Endometriosis is a disease afflicting up to 10% of women, or hundreds of millions worldwide. It is the underlying cause of approximately 85% of cases of pelvic pain in women, and the cause of approximately half of all cases of female infertility. While that’s bad enough, endometriosis goes further still, accounting for high percentages of cases of gastrointestinal issues, and potentially spreading its impact to vital organs, such as the liver, lungs, and even the brain. The myriad symptoms of endometriosis can lead to permanent disability, agony, and years of life effectively lost.
So why have you heard so little about it? Endometriosis is a disorder that, despite its shocking commonality, can be extremely difficult to properly diagnose, and, because treatment can involve difficult and time-consuming low-reimbursement surgery, is not especially profitable or available. Currently, there are no drugs approved specifically for endometriosis:  hormones are often used, with some effect upon symptoms, but without impacting the underlying condition.
However, the current state of treatment may itself be due to the lack of public awareness, resulting in the low amount of research conducted; the research expenditure from National Institutes of Health (NIH) for endometriosis in 2022 was $16 million, less than an eighth of NIH’s 2021 spending on ovarian cancer, and about a sixteenth of what was spent on prostate cancer that year. As NIH awards funding based on what research is presented for consideration, it appears that there is insufficient research being conducted.
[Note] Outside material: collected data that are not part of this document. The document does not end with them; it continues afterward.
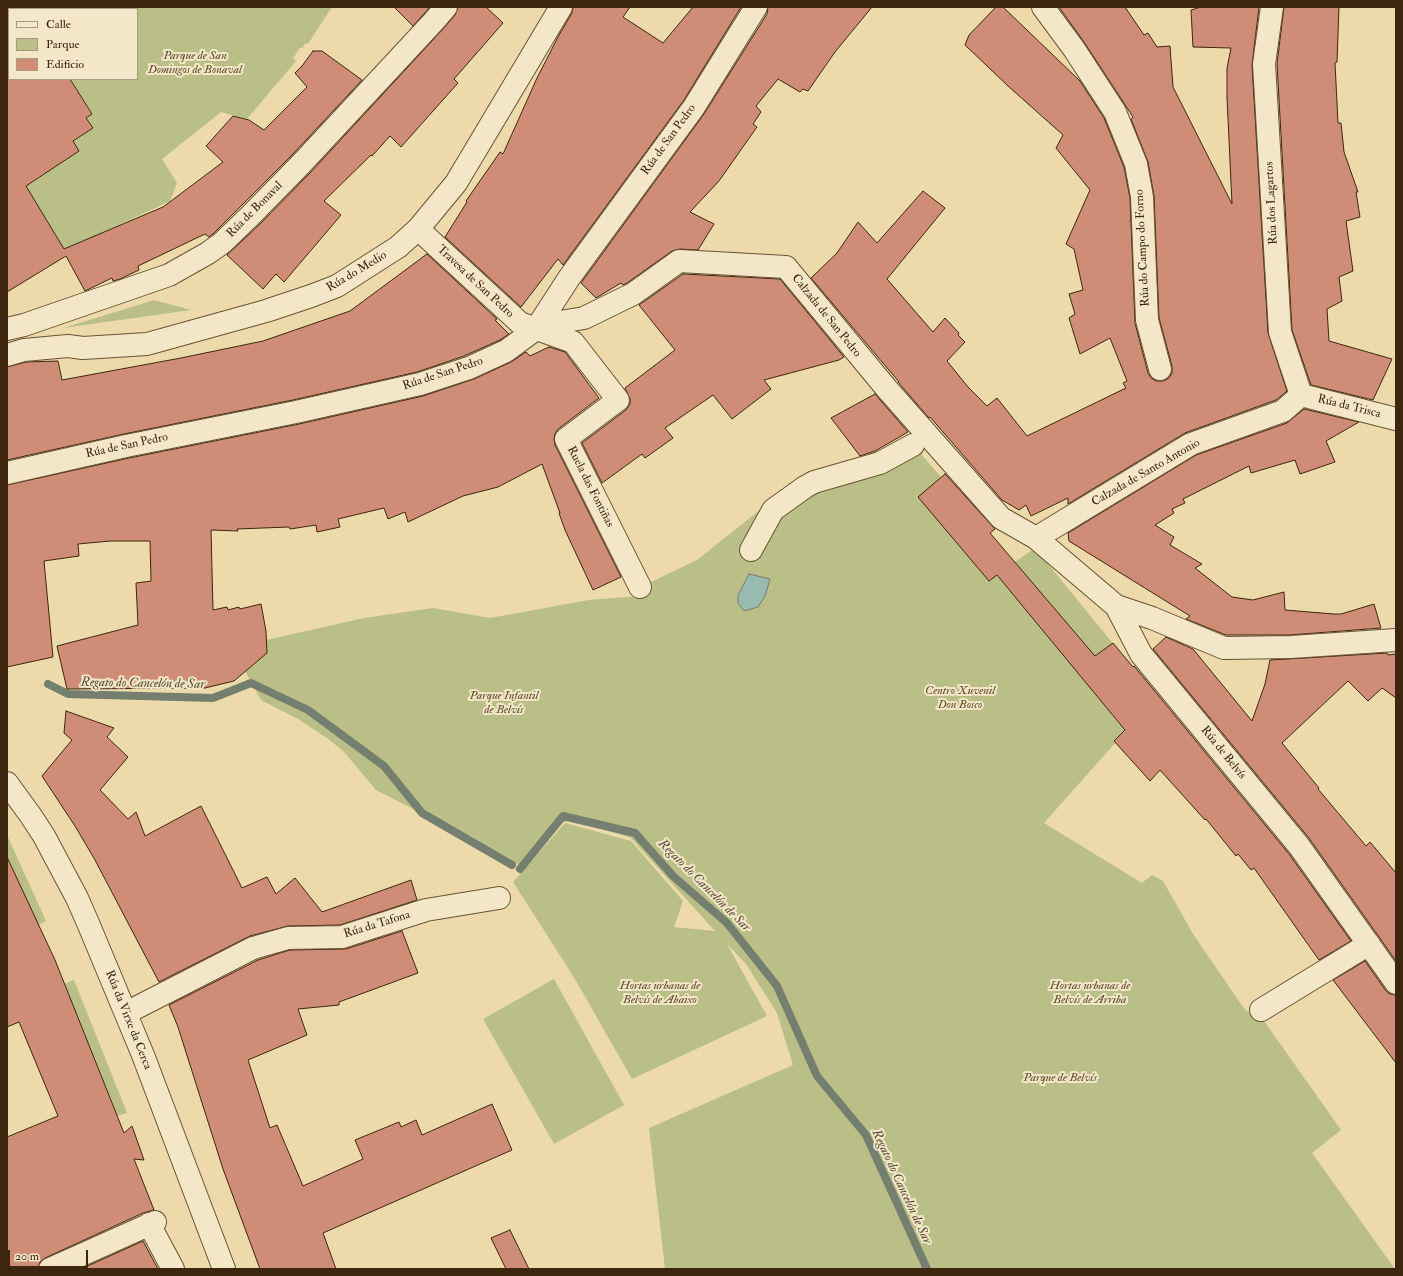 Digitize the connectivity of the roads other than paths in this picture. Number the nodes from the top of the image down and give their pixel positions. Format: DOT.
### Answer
graph roads {
  1 [pos="446,7"];
  2 [pos="561,7"];
  3 [pos="756,7"];
  4 [pos="1043,7"];
  5 [pos="1272,7"];
  6 [pos="418,230"];
  7 [pos="7,329"];
  8 [pos="536,329"];
  9 [pos="7,355"];
  10 [pos="1160,369"];
  11 [pos="1302,395"];
  12 [pos="1396,419"];
  13 [pos="913,445"];
  14 [pos="7,473"];
  15 [pos="1036,538"];
  16 [pos="751,550"];
  17 [pos="640,587"];
  18 [pos="1116,606"];
  19 [pos="1396,640"];
  20 [pos="7,783"];
  21 [pos="499,898"];
  22 [pos="1369,944"];
  23 [pos="1396,983"];
  24 [pos="1261,1010"];
  25 [pos="126,1013"];
  26 [pos="50,1269"];
  27 [pos="173,1269"];
  28 [pos="224,1269"];
  1 -- 7 [label="street, Rúa de Bonaval"];
  2 -- 6 [label="street, Rúa do Medio"];
  3 -- 8 [label="street, Rúa de San Pedro"];
  4 -- 10 [label="street, Rúa do Campo do Forno"];
  5 -- 11 [label="street, Rúa dos Lagartos"];
  6 -- 8 [label="street, Travesa de San Pedro"];
  6 -- 9 [label="street, Rúa do Medio"];
  8 -- 14 [label="street, Rúa de San Pedro"];
  8 -- 15 [label="street, Calzada de San Pedro"];
  8 -- 17 [label="street, Ruela das Fontiñas"];
  11 -- 12 [label="street, Rúa da Trisca"];
  11 -- 15 [label="street, Calzada de Santo Antonio"];
  13 -- 16 [label="street"];
  15 -- 18 [label="street, Rúa de Belvís"];
  18 -- 19 [label="street"];
  18 -- 22 [label="street, Rúa de Belvís"];
  20 -- 25 [label="street, Rúa da Virxe da Cerca"];
  21 -- 25 [label="street, Rúa da Tafona"];
  22 -- 23 [label="street, Rúa de Belvís"];
  22 -- 24 [label="street"];
  25 -- 28 [label="street, Rúa da Virxe da Cerca"];
  26 -- 27 [label="street"];
} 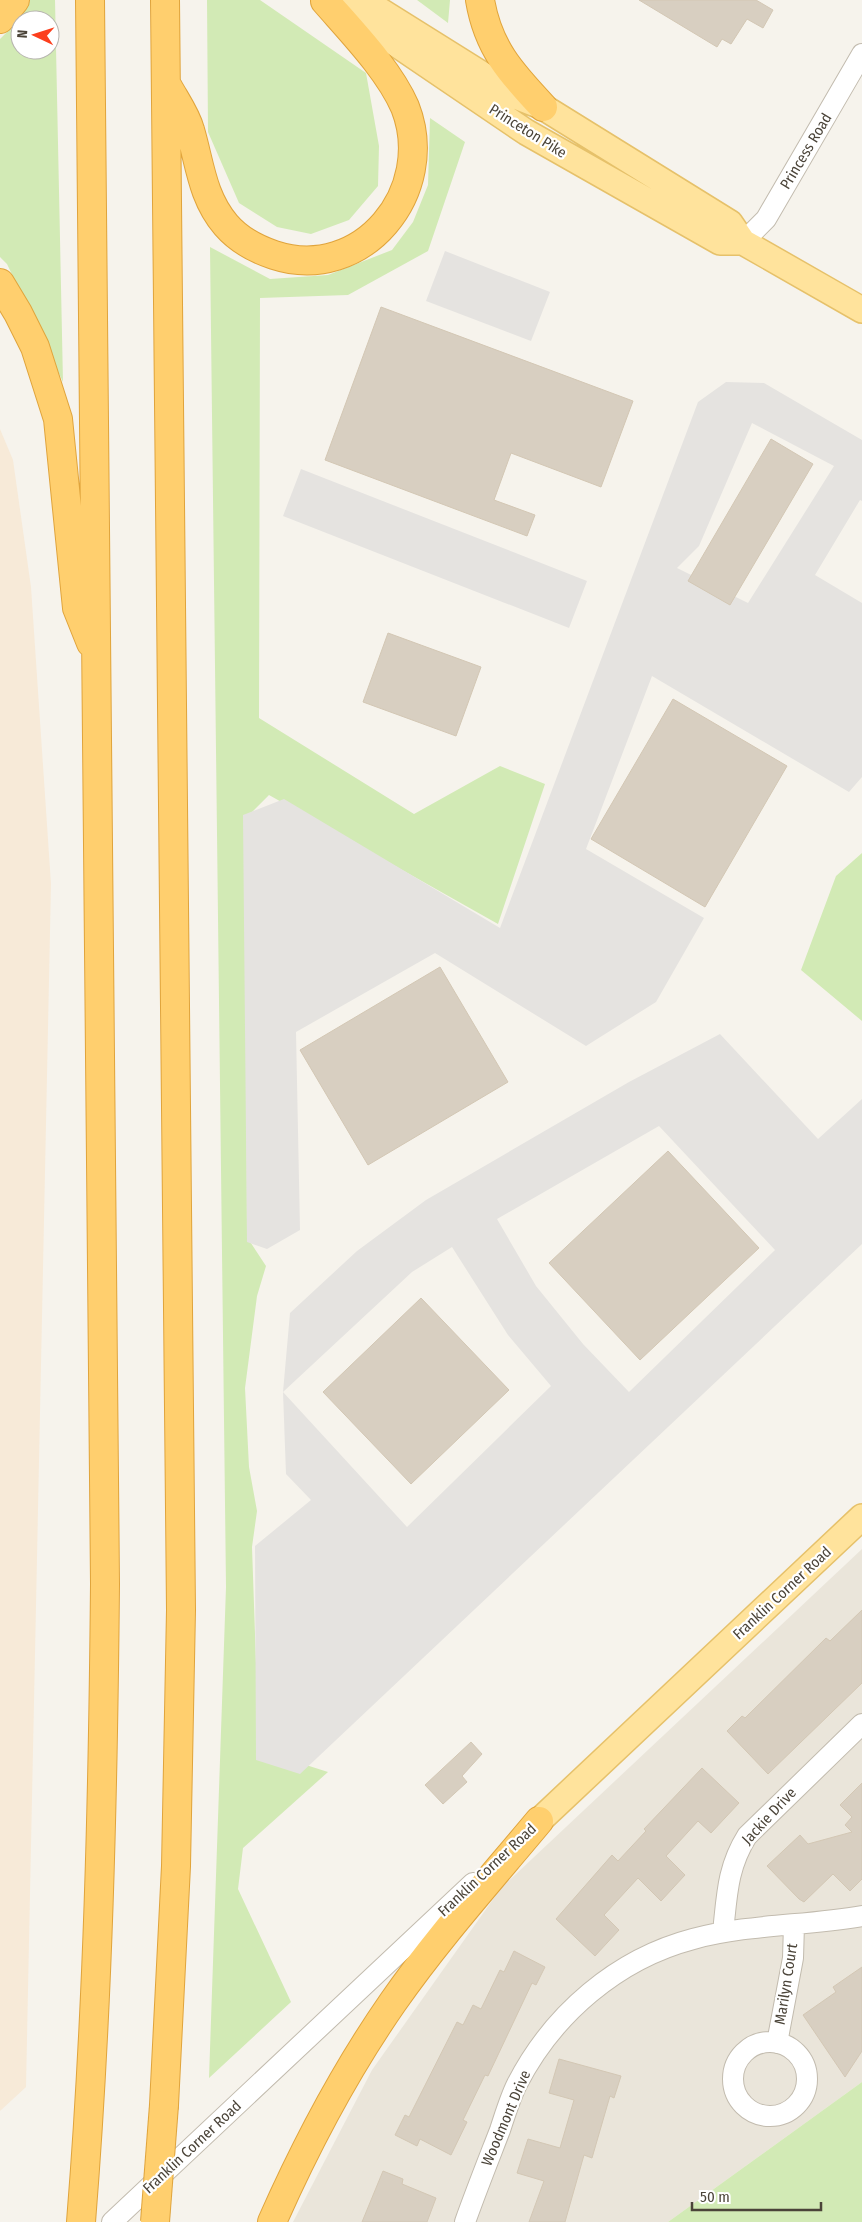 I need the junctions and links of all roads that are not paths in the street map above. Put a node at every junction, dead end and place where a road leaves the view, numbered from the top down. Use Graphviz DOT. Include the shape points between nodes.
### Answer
graph roads {
  1 [pos="15,0"];
  2 [pos="90,0"];
  3 [pos="165,0"];
  4 [pos="363,0"];
  5 [pos="480,0"];
  6 [pos="324,1"];
  7 [pos="0,19"];
  8 [pos="862,54"];
  9 [pos="166,82"];
  10 [pos="543,107"];
  11 [pos="743,242"];
  12 [pos="0,283"];
  13 [pos="862,310"];
  14 [pos="97,657"];
  15 [pos="862,1517"];
  16 [pos="862,1724"];
  17 [pos="539,1822"];
  18 [pos="862,1916"];
  19 [pos="794,1925"];
  20 [pos="723,1932"];
  21 [pos="777,2043"];
  22 [pos="81,2222"];
  23 [pos="112,2222"];
  24 [pos="155,2222"];
  25 [pos="272,2222"];
  26 [pos="465,2222"];
  1 -- 7 [label="highway"];
  2 -- 14 [label="highway"];
  3 -- 9 [label="highway"];
  4 -- 10 [label="main road, Princeton Pike" via="518,97"];
  5 -- 10 [label="highway" via="489,33 503,62"];
  6 -- 9 [label="highway" via="395,88 411,131 410,175 400,203 382,228 348,251 325,258 282,258 256,247 227,226 214,210 206,192 190,129"];
  6 -- 11 [label="main road, Princeton Pike" via="352,14 526,132 720,242"];
  8 -- 11 [label="street, Princess Road" via="766,219"];
  9 -- 24 [label="highway, bridge" via="181,1610 176,1866"];
  10 -- 11 [label="main road, Princeton Pike" via="730,223"];
  11 -- 13 [label="main road, Princeton Pike"];
  12 -- 14 [label="highway" via="35,347 58,419 77,608"];
  14 -- 22 [label="highway" via="105,1584 103,1787 96,1977"];
  15 -- 17 [label="main road, Franklin Corner Road"];
  16 -- 20 [label="street, Jackie Drive" via="746,1836 735,1854 729,1874"];
  17 -- 23 [label="street, Franklin Corner Road"];
  17 -- 25 [label="highway" via="444,1934 389,2009 316,2128"];
  18 -- 19 [label="street, Woodmont Drive"];
  19 -- 20 [label="street, Woodmont Drive"];
  19 -- 21 [label="street, Marilyn Court" via="793,1958"];
  20 -- 26 [label="street, Woodmont Drive" via="661,1950 630,1964 580,2001 556,2025 533,2056 517,2086"];
}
It's time to change that. To that end, we will soon introduce a resolution designating August 2024 as Endometriosis Awareness Month in Pennsylvania, and further requesting that Congress do the same nationally, thereby encouraging research, and also requesting that Congress order a review of Medicare and Medicaid reimbursements to determine whether current surgeries are being covered fairly, and finally requesting that Congress apportion money through the Congressionally Directed Medical Research Program to research on detecting and treating this disease.
This disorder certainly affects somebody you know, though they may not know it yet; because of the lack of awareness, the average patient in America suffers for as much as ten years before receiving a diagnosis, and many take far, far longer, if ever. Please join us in raising awareness of this horrifying, disabling, and all-too-common but under-recognized and understudied disease, and in working to eliminate it.